For the subregions, we rely on Köppen–Geiger (KG)-based definitions of climate zones, which take into account precipitation, temperature and vegetation gradients [36]. This leads to the recognition of three dominant regions within the Amazon basin: Region A (KG-code: Af) with evergreen forest that receive continuously high precipitation (greater than 100 mm per month precipitation); Region B (KG-code: Am) with evergreen forest that is seasonally dry (less than 100 mm per month precipitation) and Region C (KG-code: Aw/As) with a very strong seasonality in precipitation and containing savannah-like vegetation, i.e. the Brazilian ‘Cerrado’. The location of the subregions is shown in the insets in figure 4. Note that these definitions are similar to, but not the same as, those used in Lee et al. [26], since they had to focus specifically on small rectangular areas that contained sufficient retrievals.

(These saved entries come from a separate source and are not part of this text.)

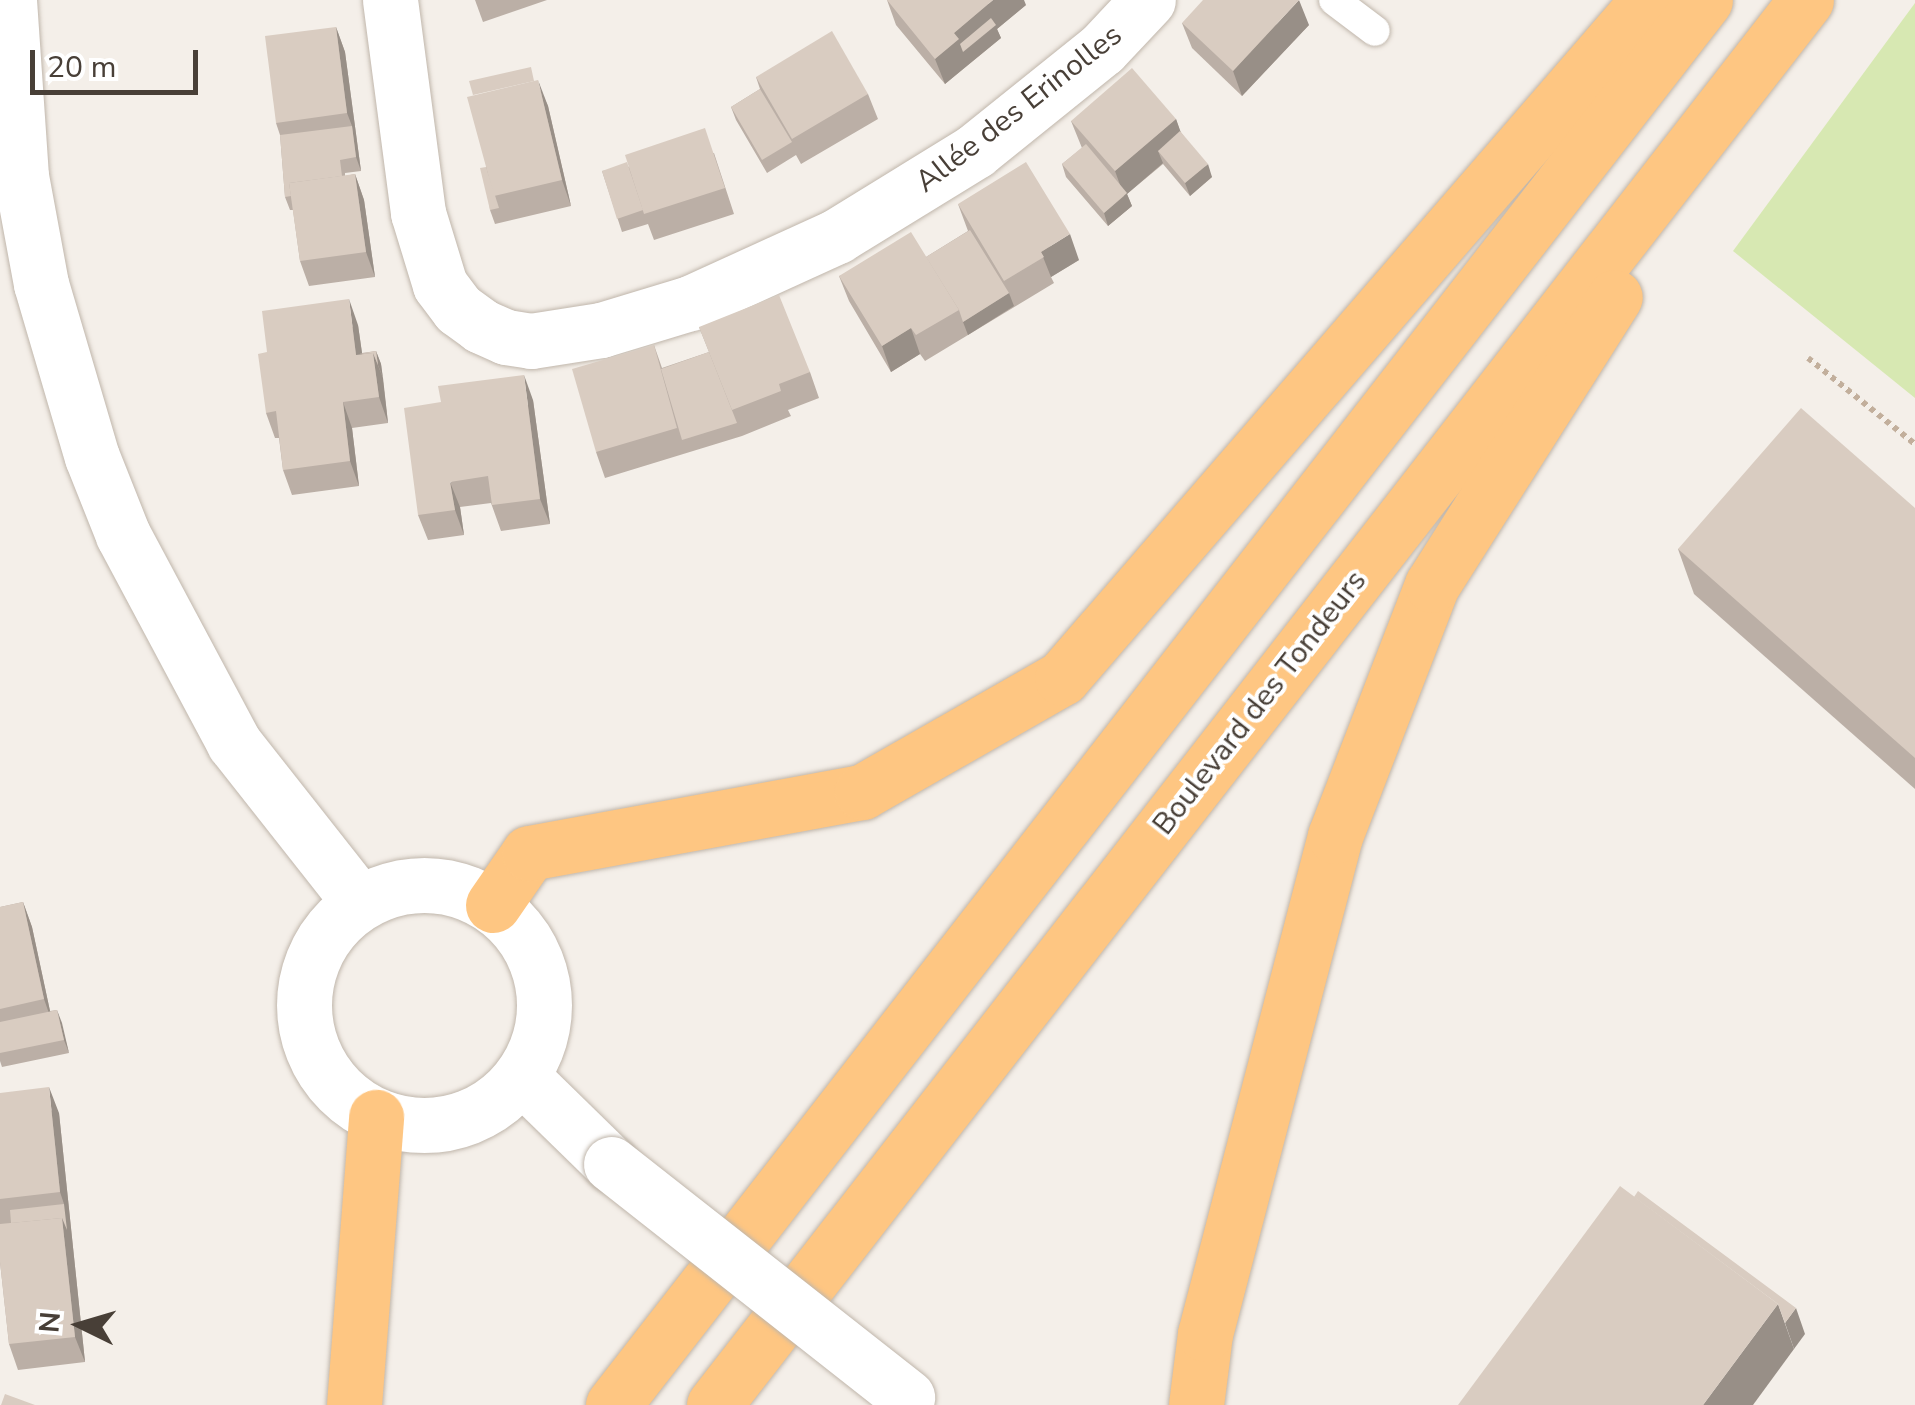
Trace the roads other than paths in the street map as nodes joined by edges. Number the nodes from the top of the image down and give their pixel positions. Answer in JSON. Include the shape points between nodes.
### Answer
{"nodes":[{"id":1,"x":8,"y":0,"type":"edge"},
{"id":2,"x":390,"y":0,"type":"edge"},
{"id":3,"x":1148,"y":0,"type":"edge"},
{"id":4,"x":1334,"y":0,"type":"edge"},
{"id":5,"x":1648,"y":0,"type":"edge"},
{"id":6,"x":1704,"y":0,"type":"edge"},
{"id":7,"x":1799,"y":8,"type":"edge"},
{"id":8,"x":1375,"y":31,"type":"dead end"},
{"id":9,"x":359,"y":902,"type":"junction"},
{"id":10,"x":493,"y":905,"type":"junction"},
{"id":11,"x":522,"y":1078,"type":"junction"},
{"id":12,"x":376,"y":1117,"type":"junction"},
{"id":13,"x":912,"y":1401,"type":"edge"},
{"id":14,"x":354,"y":1405,"type":"edge"},
{"id":15,"x":613,"y":1405,"type":"edge"},
{"id":16,"x":714,"y":1405,"type":"edge"},
{"id":17,"x":1196,"y":1405,"type":"edge"}],
"edges":[{"from":1,"to":9,"type":"street","via":[[21,176],[41,284],[98,473],[176,641],[234,743]]},
{"from":2,"to":3,"type":"street","name":"Allée des Erinolles","via":[[426,252],[458,309],[506,337],[531,340],[602,330],[690,303],[851,228],[930,182],[1041,100]]},
{"from":4,"to":8,"type":"lane"},
{"from":5,"to":10,"type":"highway","via":[[1062,678],[862,792],[529,853]]},
{"from":6,"to":15,"type":"highway"},
{"from":7,"to":16,"type":"highway","name":"Boulevard des Tondeurs"},
{"from":7,"to":17,"type":"highway","via":[[1432,585],[1334,836],[1205,1334]]},
{"from":9,"to":10,"type":"street","via":[[390,888],[432,884]]},
{"from":9,"to":12,"type":"street","via":[[318,946],[303,1010],[324,1076]]},
{"from":10,"to":11,"type":"street","via":[[513,922],[544,982],[544,1024]]},
{"from":11,"to":12,"type":"street","via":[[490,1107],[451,1124],[417,1127]]},
{"from":11,"to":13,"type":"street","bridge":true,"via":[[611,1164]]},
{"from":12,"to":14,"type":"highway"}]}
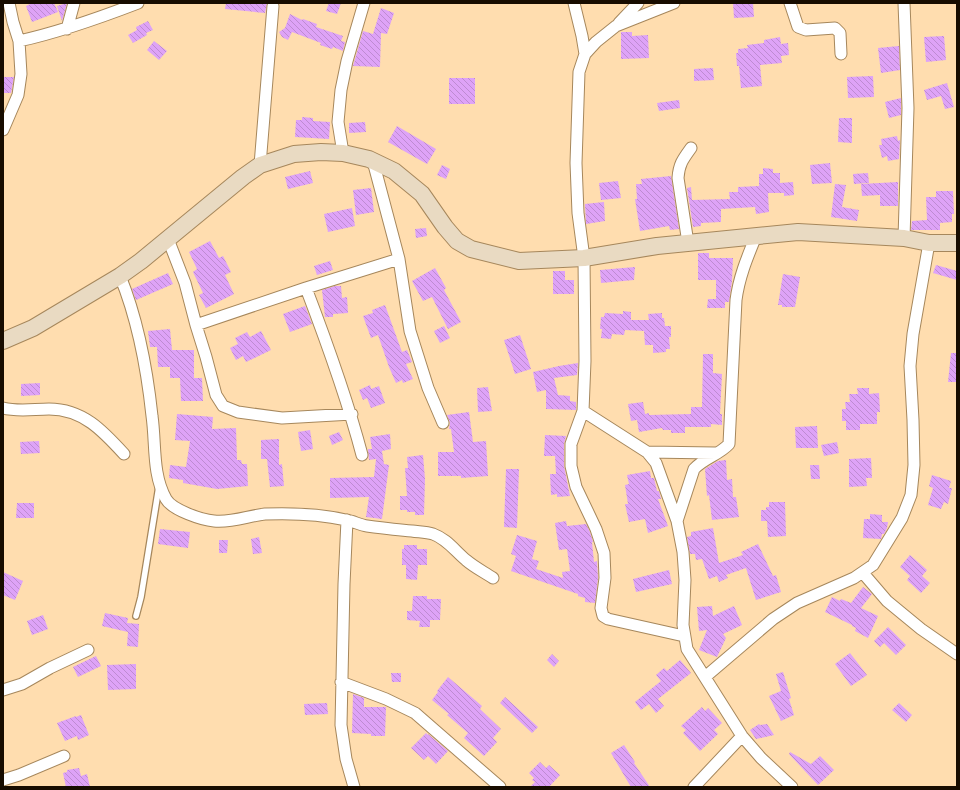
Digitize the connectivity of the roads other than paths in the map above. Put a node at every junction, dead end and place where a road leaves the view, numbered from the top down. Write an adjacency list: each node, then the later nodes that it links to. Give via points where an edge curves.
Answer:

With its much higher coverage, SIFTER attains enough retrievals per 0.5° × 0.5° grid box (electronic supplementary material, figure S1) to allow integration over the climate regions chosen.
Figure 4.
Temporal variation of the climatological SIFTER fluorescence and the 2015/2016 anomalies for different regions inside the legal Amazon based on the Köppen–Geiger climate classification system. The locations of the Regions (A, B, C, see main text for a description) are indicated by the coloured areas on the map insets. Corresponding GPP units are provided on the secondary y-axis using region-specific conversion factors (note the different ranges on the GPP-axis). Monthly MSWEP precipitation during the period 2007–2014 (blue) and 2015/2016 (green) are given on the tertiary y-axis.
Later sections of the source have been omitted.